* Task input
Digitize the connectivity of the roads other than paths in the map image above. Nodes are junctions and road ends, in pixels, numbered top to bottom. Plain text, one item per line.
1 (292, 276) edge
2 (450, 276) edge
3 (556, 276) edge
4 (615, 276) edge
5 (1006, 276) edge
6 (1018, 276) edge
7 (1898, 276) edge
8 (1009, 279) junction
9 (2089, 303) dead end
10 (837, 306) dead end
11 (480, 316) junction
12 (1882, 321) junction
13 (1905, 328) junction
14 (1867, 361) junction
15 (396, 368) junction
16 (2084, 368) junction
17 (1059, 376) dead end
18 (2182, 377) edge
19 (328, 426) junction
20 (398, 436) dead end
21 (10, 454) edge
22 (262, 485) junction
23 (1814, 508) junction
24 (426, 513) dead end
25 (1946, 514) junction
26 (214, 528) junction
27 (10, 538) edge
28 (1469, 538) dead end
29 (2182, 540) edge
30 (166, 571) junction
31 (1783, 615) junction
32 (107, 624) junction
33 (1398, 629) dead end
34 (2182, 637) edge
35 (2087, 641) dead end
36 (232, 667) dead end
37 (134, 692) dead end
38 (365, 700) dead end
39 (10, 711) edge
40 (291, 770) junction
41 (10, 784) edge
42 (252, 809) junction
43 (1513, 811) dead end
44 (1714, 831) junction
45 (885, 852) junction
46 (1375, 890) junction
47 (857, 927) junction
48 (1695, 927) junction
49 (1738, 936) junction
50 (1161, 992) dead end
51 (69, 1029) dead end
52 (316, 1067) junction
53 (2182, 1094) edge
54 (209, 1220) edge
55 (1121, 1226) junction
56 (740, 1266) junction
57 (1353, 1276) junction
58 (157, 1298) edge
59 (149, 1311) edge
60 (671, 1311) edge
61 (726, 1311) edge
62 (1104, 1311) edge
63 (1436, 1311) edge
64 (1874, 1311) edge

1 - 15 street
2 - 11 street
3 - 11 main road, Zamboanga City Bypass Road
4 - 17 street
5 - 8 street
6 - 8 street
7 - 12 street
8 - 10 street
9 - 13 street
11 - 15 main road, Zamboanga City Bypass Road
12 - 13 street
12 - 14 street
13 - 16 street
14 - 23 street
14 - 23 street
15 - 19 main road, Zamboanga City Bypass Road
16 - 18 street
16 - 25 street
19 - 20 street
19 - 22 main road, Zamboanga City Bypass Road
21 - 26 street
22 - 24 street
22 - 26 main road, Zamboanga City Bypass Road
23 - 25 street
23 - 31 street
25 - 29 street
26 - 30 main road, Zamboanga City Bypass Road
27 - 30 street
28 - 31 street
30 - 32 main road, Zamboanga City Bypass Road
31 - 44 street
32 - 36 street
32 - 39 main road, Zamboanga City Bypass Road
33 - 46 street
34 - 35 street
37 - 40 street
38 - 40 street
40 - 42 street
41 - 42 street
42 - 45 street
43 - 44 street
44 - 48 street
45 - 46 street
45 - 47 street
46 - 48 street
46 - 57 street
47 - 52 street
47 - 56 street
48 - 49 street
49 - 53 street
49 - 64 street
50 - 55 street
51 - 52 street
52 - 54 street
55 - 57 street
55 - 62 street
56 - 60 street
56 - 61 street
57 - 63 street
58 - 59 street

* Work item
Could you set down each entry above word for word?

* Final answer
Digitize the connectivity of the roads other than paths in the map image above. Nodes are junctions and road ends, in pixels, numbered top to bottom. Plain text, one item per line.
1 (292, 276) edge
2 (450, 276) edge
3 (556, 276) edge
4 (615, 276) edge
5 (1006, 276) edge
6 (1018, 276) edge
7 (1898, 276) edge
8 (1009, 279) junction
9 (2089, 303) dead end
10 (837, 306) dead end
11 (480, 316) junction
12 (1882, 321) junction
13 (1905, 328) junction
14 (1867, 361) junction
15 (396, 368) junction
16 (2084, 368) junction
17 (1059, 376) dead end
18 (2182, 377) edge
19 (328, 426) junction
20 (398, 436) dead end
21 (10, 454) edge
22 (262, 485) junction
23 (1814, 508) junction
24 (426, 513) dead end
25 (1946, 514) junction
26 (214, 528) junction
27 (10, 538) edge
28 (1469, 538) dead end
29 (2182, 540) edge
30 (166, 571) junction
31 (1783, 615) junction
32 (107, 624) junction
33 (1398, 629) dead end
34 (2182, 637) edge
35 (2087, 641) dead end
36 (232, 667) dead end
37 (134, 692) dead end
38 (365, 700) dead end
39 (10, 711) edge
40 (291, 770) junction
41 (10, 784) edge
42 (252, 809) junction
43 (1513, 811) dead end
44 (1714, 831) junction
45 (885, 852) junction
46 (1375, 890) junction
47 (857, 927) junction
48 (1695, 927) junction
49 (1738, 936) junction
50 (1161, 992) dead end
51 (69, 1029) dead end
52 (316, 1067) junction
53 (2182, 1094) edge
54 (209, 1220) edge
55 (1121, 1226) junction
56 (740, 1266) junction
57 (1353, 1276) junction
58 (157, 1298) edge
59 (149, 1311) edge
60 (671, 1311) edge
61 (726, 1311) edge
62 (1104, 1311) edge
63 (1436, 1311) edge
64 (1874, 1311) edge

1 - 15 street
2 - 11 street
3 - 11 main road, Zamboanga City Bypass Road
4 - 17 street
5 - 8 street
6 - 8 street
7 - 12 street
8 - 10 street
9 - 13 street
11 - 15 main road, Zamboanga City Bypass Road
12 - 13 street
12 - 14 street
13 - 16 street
14 - 23 street
14 - 23 street
15 - 19 main road, Zamboanga City Bypass Road
16 - 18 street
16 - 25 street
19 - 20 street
19 - 22 main road, Zamboanga City Bypass Road
21 - 26 street
22 - 24 street
22 - 26 main road, Zamboanga City Bypass Road
23 - 25 street
23 - 31 street
25 - 29 street
26 - 30 main road, Zamboanga City Bypass Road
27 - 30 street
28 - 31 street
30 - 32 main road, Zamboanga City Bypass Road
31 - 44 street
32 - 36 street
32 - 39 main road, Zamboanga City Bypass Road
33 - 46 street
34 - 35 street
37 - 40 street
38 - 40 street
40 - 42 street
41 - 42 street
42 - 45 street
43 - 44 street
44 - 48 street
45 - 46 street
45 - 47 street
46 - 48 street
46 - 57 street
47 - 52 street
47 - 56 street
48 - 49 street
49 - 53 street
49 - 64 street
50 - 55 street
51 - 52 street
52 - 54 street
55 - 57 street
55 - 62 street
56 - 60 street
56 - 61 street
57 - 63 street
58 - 59 street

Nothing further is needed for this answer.